## Problem details
Collect the lines of the entries where "Saint" shows up.

## Material supplied
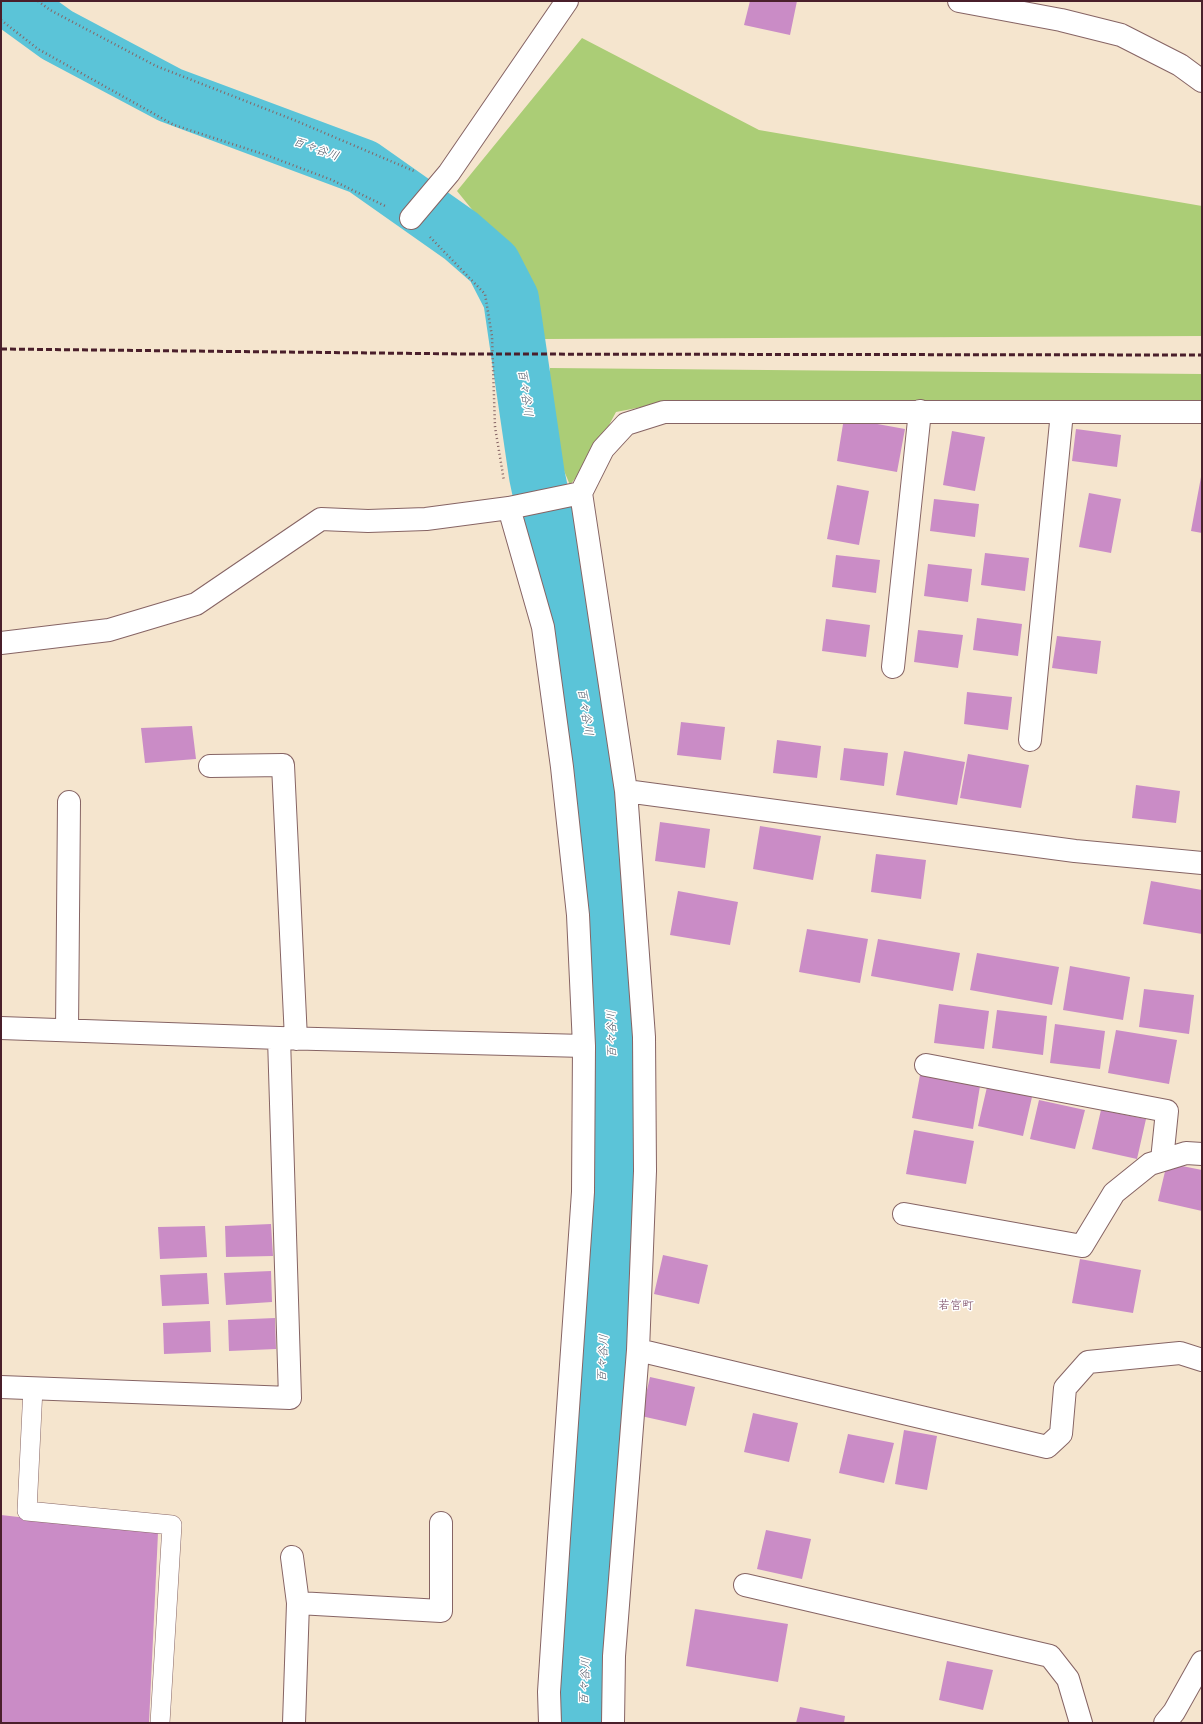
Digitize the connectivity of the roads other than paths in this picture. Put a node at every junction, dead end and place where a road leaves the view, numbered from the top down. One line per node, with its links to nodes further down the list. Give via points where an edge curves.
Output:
1 (567, 1): 4 (street, via 446,177)
2 (959, 1): 3 (street, via 1061,20 1121,35 1180,64)
3 (1202, 82)
4 (411, 218)
5 (920, 411): 6 (street); 8 (street, via 664,412 626,424 603,449); 11 (street)
6 (1062, 412): 7 (street); 12 (street)
7 (1202, 412)
8 (581, 493): 9 (street); 14 (street)
9 (509, 508): 10 (street, via 426,519 321,519 196,604 109,630); 20 (street, via 543,627 578,915)
10 (1, 643)
11 (893, 667)
12 (1030, 740)
13 (210, 766): 19 (street, via 283,766)
14 (626, 791): 16 (street, via 1075,851); 25 (street, via 644,1038 645,1171)
15 (69, 802): 18 (street)
16 (1202, 863)
17 (1, 1028): 18 (street)
18 (67, 1030): 19 (street)
19 (287, 1038): 20 (street); 28 (street, via 290,1398)
20 (584, 1046): 36 (street, via 583,1192 557,1561 549,1692)
21 (926, 1065): 23 (street, via 1166,1111)
22 (1202, 1154): 23 (street, via 1186,1153)
23 (1162, 1160): 24 (street, via 1150,1164 1114,1193 1082,1246)
24 (904, 1214)
25 (638, 1350): 26 (street, via 1047,1447 1061,1434 1065,1388 1088,1362 1180,1353); 37 (street, via 614,1656)
26 (1202, 1360)
27 (1, 1387): 28 (street)
28 (33, 1388): 34 (lane, via 27,1510 172,1525)
29 (441, 1523): 32 (street, via 441,1610)
30 (292, 1557): 32 (street)
31 (745, 1585): 38 (street, via 1050,1656 1068,1679)
32 (298, 1603): 35 (street)
33 (1202, 1662): 39 (street)
34 (160, 1723)
35 (294, 1723)
36 (550, 1723)
37 (613, 1723)
38 (1081, 1723)
39 (1165, 1723)

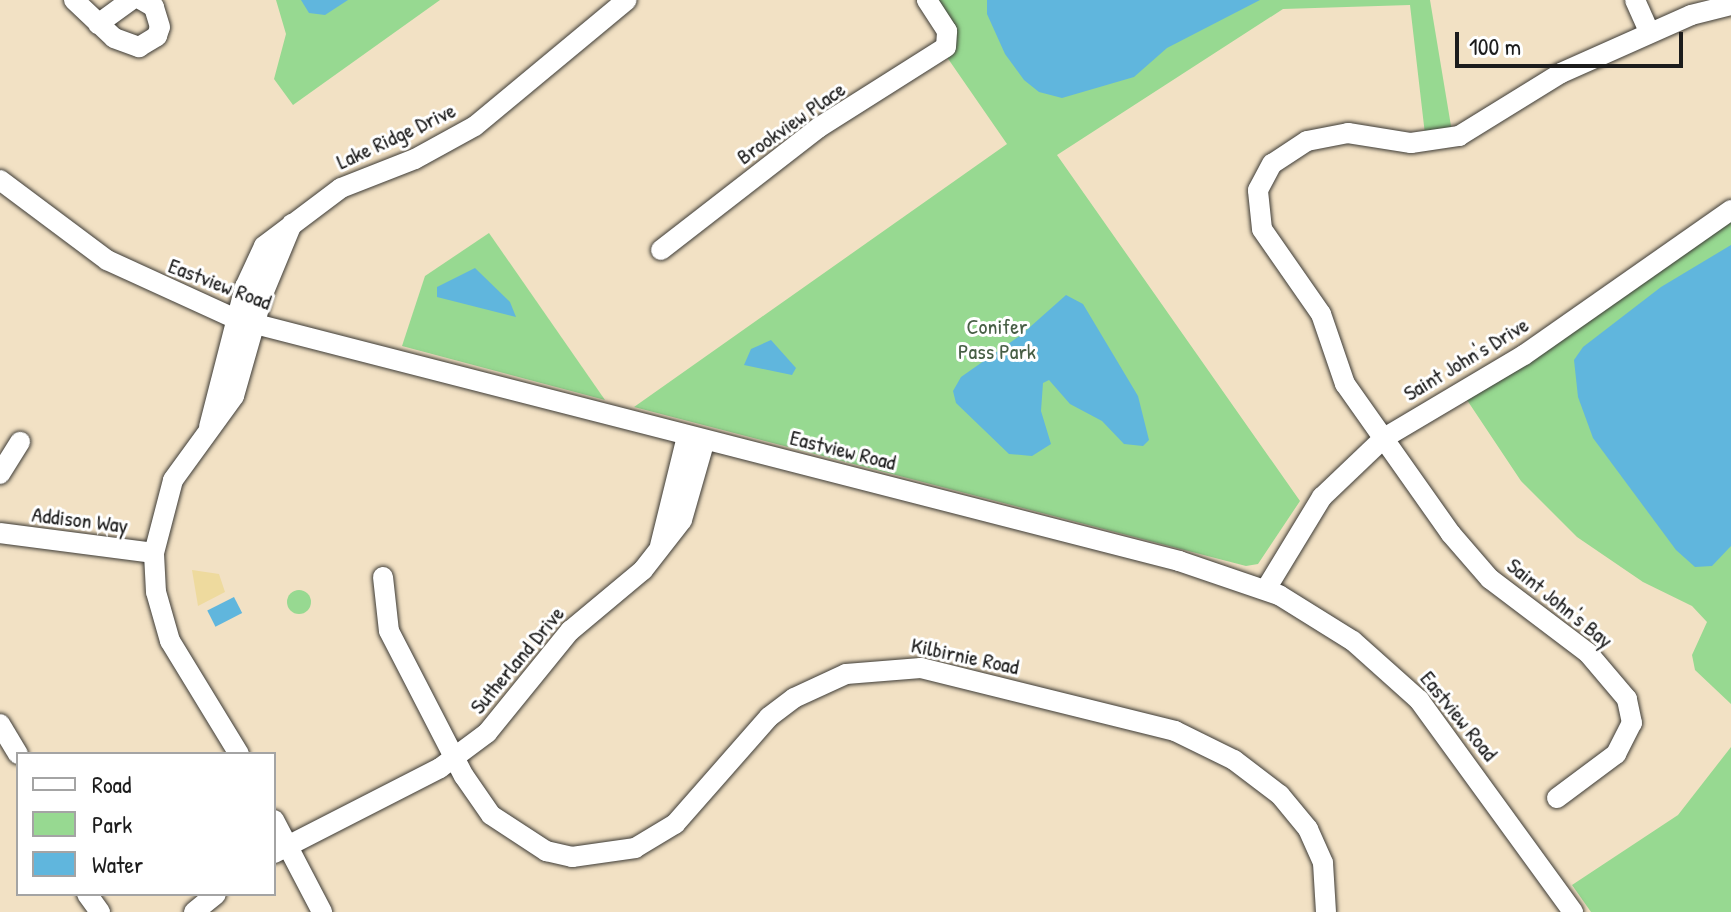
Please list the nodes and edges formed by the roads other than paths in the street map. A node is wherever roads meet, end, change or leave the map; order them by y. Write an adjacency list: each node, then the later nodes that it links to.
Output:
1 (74, 0): 8 (street)
2 (131, 0): 8 (street)
3 (142, 0): 8 (street)
4 (627, 0): 13 (street, Lake Ridge Drive)
5 (927, 0): 12 (street, Brookview Place)
6 (1635, 0): 9 (street)
7 (1731, 5): 9 (street, Saint John's Bay)
8 (98, 24)
9 (1650, 33): 15 (street, Saint John's Bay)
10 (4, 191): 13 (street, Eastview Road)
11 (1731, 210): 15 (street, Saint John's Drive)
12 (661, 250)
13 (246, 322): 14 (street, Eastview Road); 19 (street, Lake Ridge Drive)
14 (696, 438): 21 (street, Eastview Road); 25 (street, Sutherland Drive)
15 (1384, 438): 21 (street, Saint John's Drive); 26 (street, Saint John's Bay)
16 (20, 442): 17 (street)
17 (0, 474)
18 (0, 533): 19 (street, Addison Way)
19 (154, 553): 24 (street, Lake Ridge Drive)
20 (383, 577): 25 (street, Kilbirnie Road)
21 (1266, 589): 33 (street, Eastview Road)
22 (0, 724): 23 (street)
23 (17, 752)
24 (238, 752)
25 (455, 759): 28 (street, Sutherland Drive); 32 (street, Kilbirnie Road)
26 (1557, 798)
27 (276, 829): 28 (street)
28 (281, 850): 31 (street)
29 (214, 896): 30 (street)
30 (194, 912)
31 (322, 912)
32 (1326, 912)
33 (1572, 912)

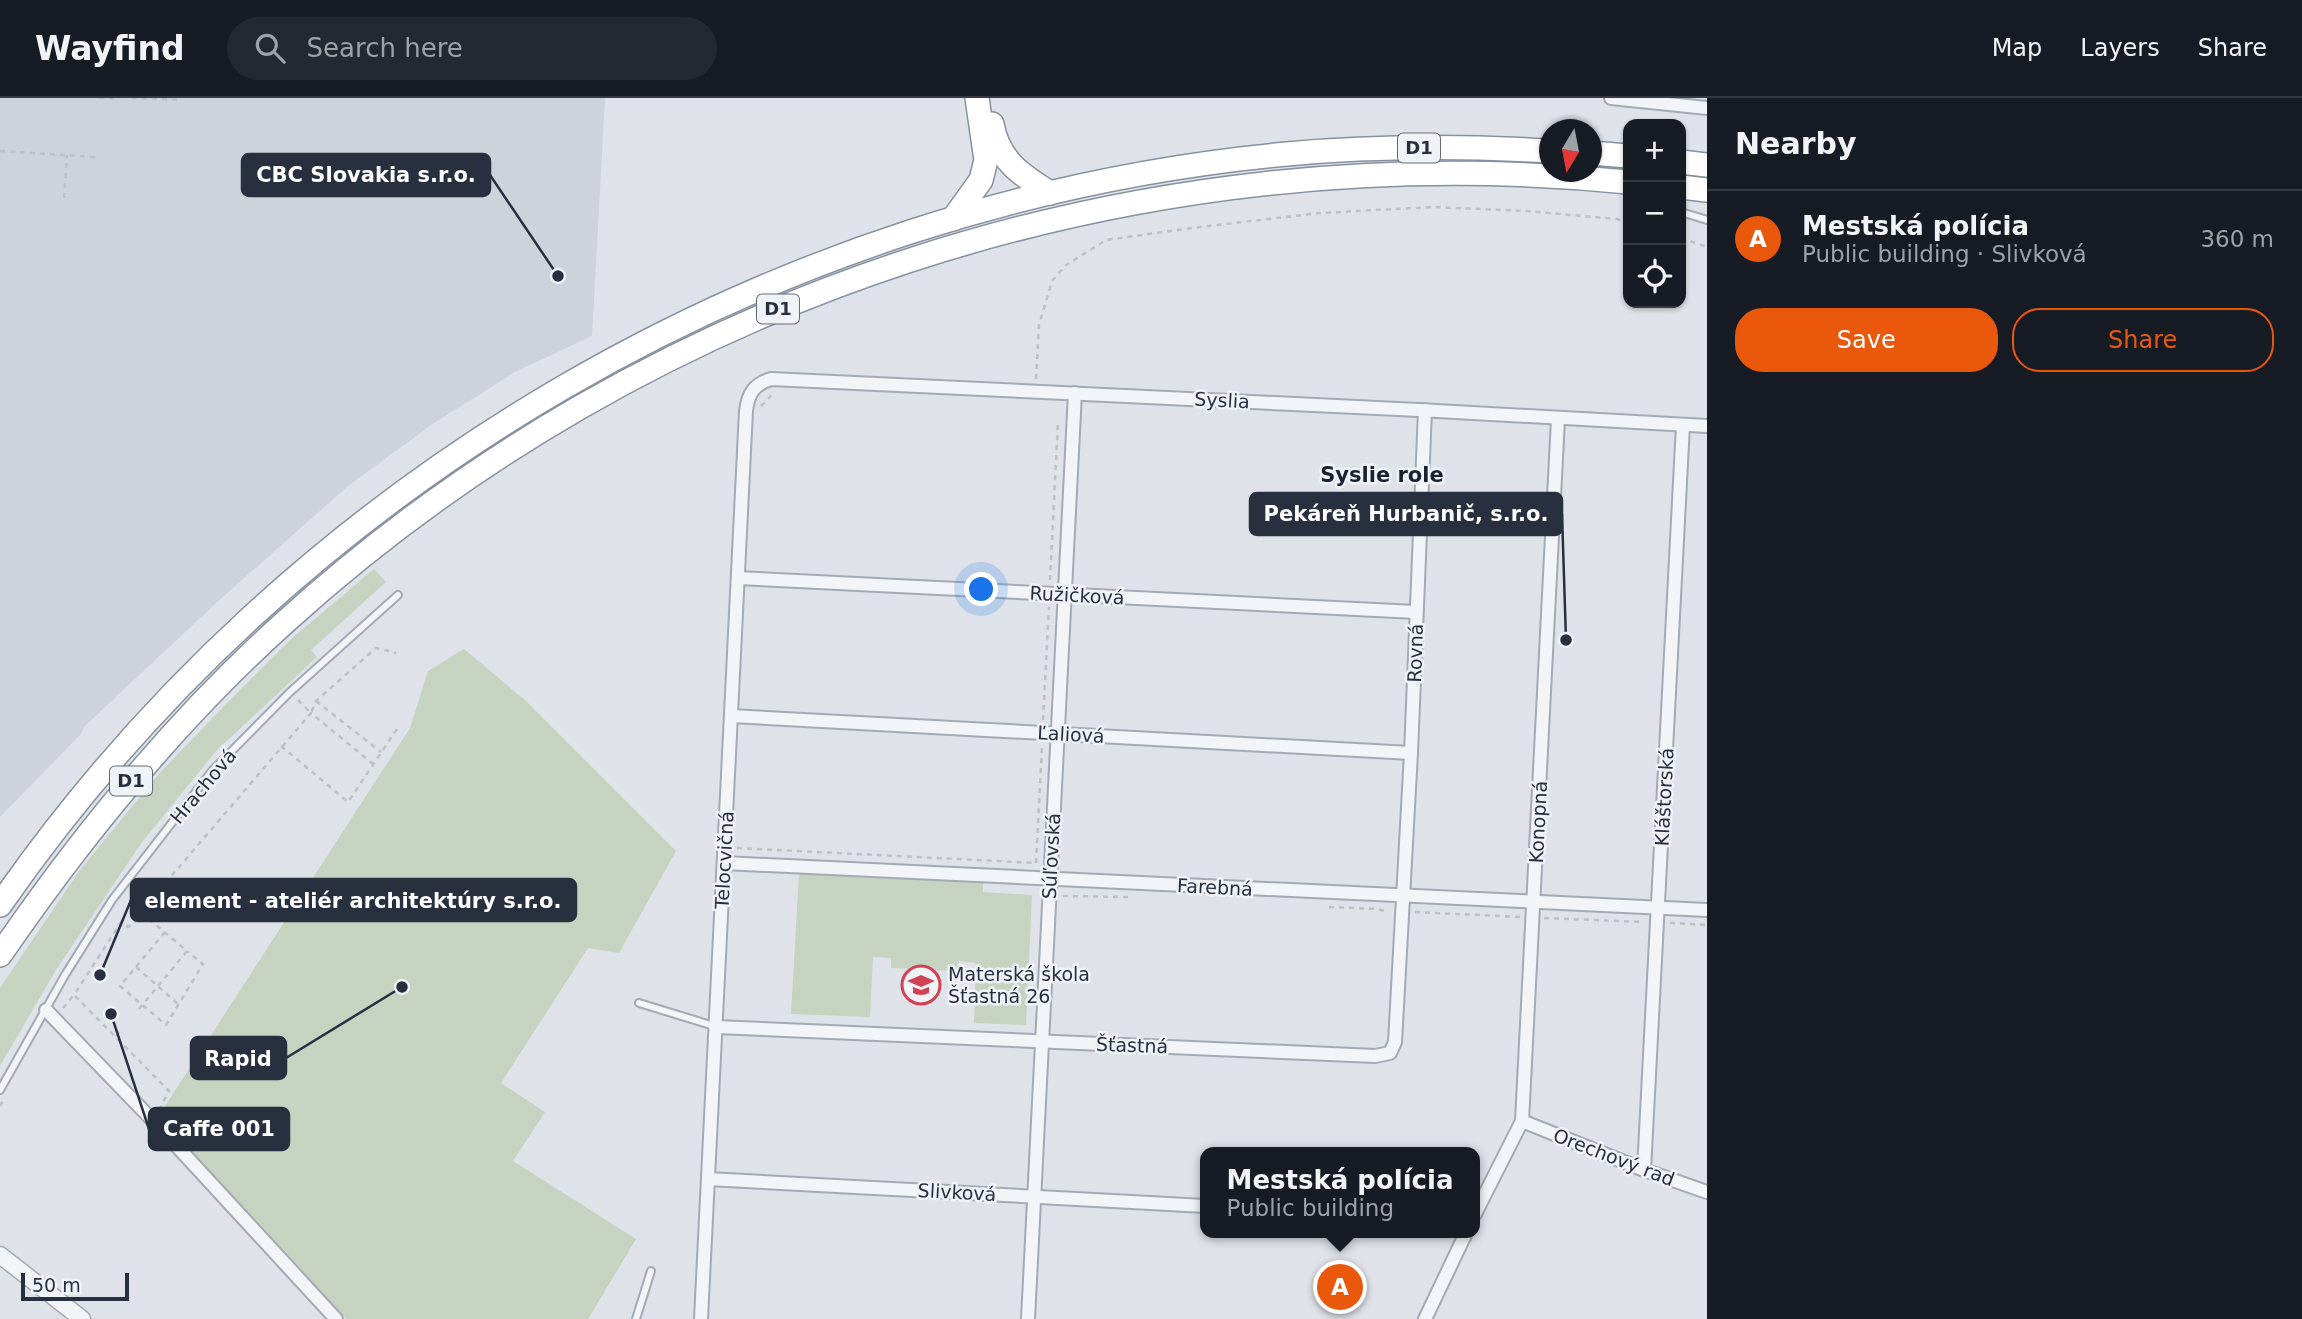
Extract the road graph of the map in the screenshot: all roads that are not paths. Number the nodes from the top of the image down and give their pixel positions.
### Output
1 (977, 98) edge
2 (988, 98) edge
3 (1611, 98) edge
4 (1707, 108) edge
5 (1539, 151) edge
6 (1602, 154) edge
7 (1623, 156) edge
8 (1686, 163) edge
9 (1707, 165) edge
10 (1621, 184) edge
11 (1686, 188) edge
12 (1707, 190) edge
13 (1050, 193) junction
14 (1686, 214) edge
15 (953, 219) junction
16 (1707, 220) edge
17 (1074, 393) junction
18 (752, 405) joint
19 (1425, 410) junction
20 (1558, 418) junction
21 (1683, 425) junction
22 (1707, 426) edge
23 (738, 578) junction
24 (1064, 594) junction
25 (398, 595) dead end
26 (1416, 612) junction
27 (731, 716) junction
28 (1057, 734) junction
29 (1410, 753) junction
30 (724, 863) junction
31 (1050, 879) junction
32 (1403, 896) junction
33 (1534, 902) junction
34 (0, 905) edge
35 (1658, 908) junction
36 (1707, 910) edge
37 (0, 955) edge
38 (639, 1003) dead end
39 (46, 1010) junction
40 (716, 1027) junction
41 (1042, 1041) junction
42 (0, 1090) edge
43 (1522, 1121) junction
44 (1644, 1170) junction
45 (708, 1179) junction
46 (1707, 1192) edge
47 (1034, 1197) junction
48 (1480, 1204) edge
49 (1200, 1206) edge
50 (1464, 1238) edge
51 (0, 1255) edge
52 (651, 1271) dead end
53 (82, 1319) edge
54 (335, 1319) edge
55 (636, 1319) edge
56 (701, 1319) edge
57 (1028, 1319) edge
58 (1425, 1319) edge

1 - 15 highway
2 - 13 highway
3 - 4 street
5 - 13 highway, D1
6 - 7 highway
8 - 9 highway
10 - 37 highway, D1
11 - 12 highway
13 - 15 highway, D1
14 - 16 lane
15 - 34 highway, D1
17 - 18 street, Syslia
17 - 19 street, Syslia
17 - 24 street, Súľovská
18 - 23 street, Telocvičná
19 - 20 street, Syslia
19 - 26 street, Rovná
20 - 21 street, Syslia
20 - 33 street, Konopná
21 - 22 street, Syslia
21 - 35 street, Kláštorská
23 - 24 street, Ružičková
23 - 27 street, Telocvičná
24 - 26 street, Ružičková
24 - 28 street, Súľovská
25 - 39 lane, Hrachová
26 - 29 street, Rovná
27 - 28 street, Ľaliová
27 - 30 street, Telocvičná
28 - 29 street, Ľaliová
28 - 31 street, Súľovská
29 - 32 street, Rovná
30 - 31 street, Farebná
30 - 40 street, Telocvičná
31 - 32 street, Farebná
31 - 41 street, Súľovská
32 - 33 street, Farebná
32 - 41 street, Šťastná
33 - 35 street, Farebná
33 - 43 street, Konopná
35 - 36 street, Farebná
35 - 44 street, Kláštorská
38 - 40 lane
39 - 42 lane, Hrachová
39 - 54 street
40 - 41 street, Šťastná
40 - 45 street, Telocvičná
41 - 47 street, Súľovská
43 - 44 street, Orechový rad
43 - 48 street, Konopná
44 - 46 street, Orechový rad
45 - 47 street, Slivková
45 - 56 street, Telocvičná
47 - 49 street, Slivková
47 - 57 street, Súľovská
50 - 58 street
51 - 53 street
52 - 55 lane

## Response box
7 (1731, 5): 9 (street, Saint John's Bay)
9 (1650, 33): 15 (street, Saint John's Bay)
11 (1731, 210): 15 (street, Saint John's Drive)
15 (1384, 438): 21 (street, Saint John's Drive); 26 (street, Saint John's Bay)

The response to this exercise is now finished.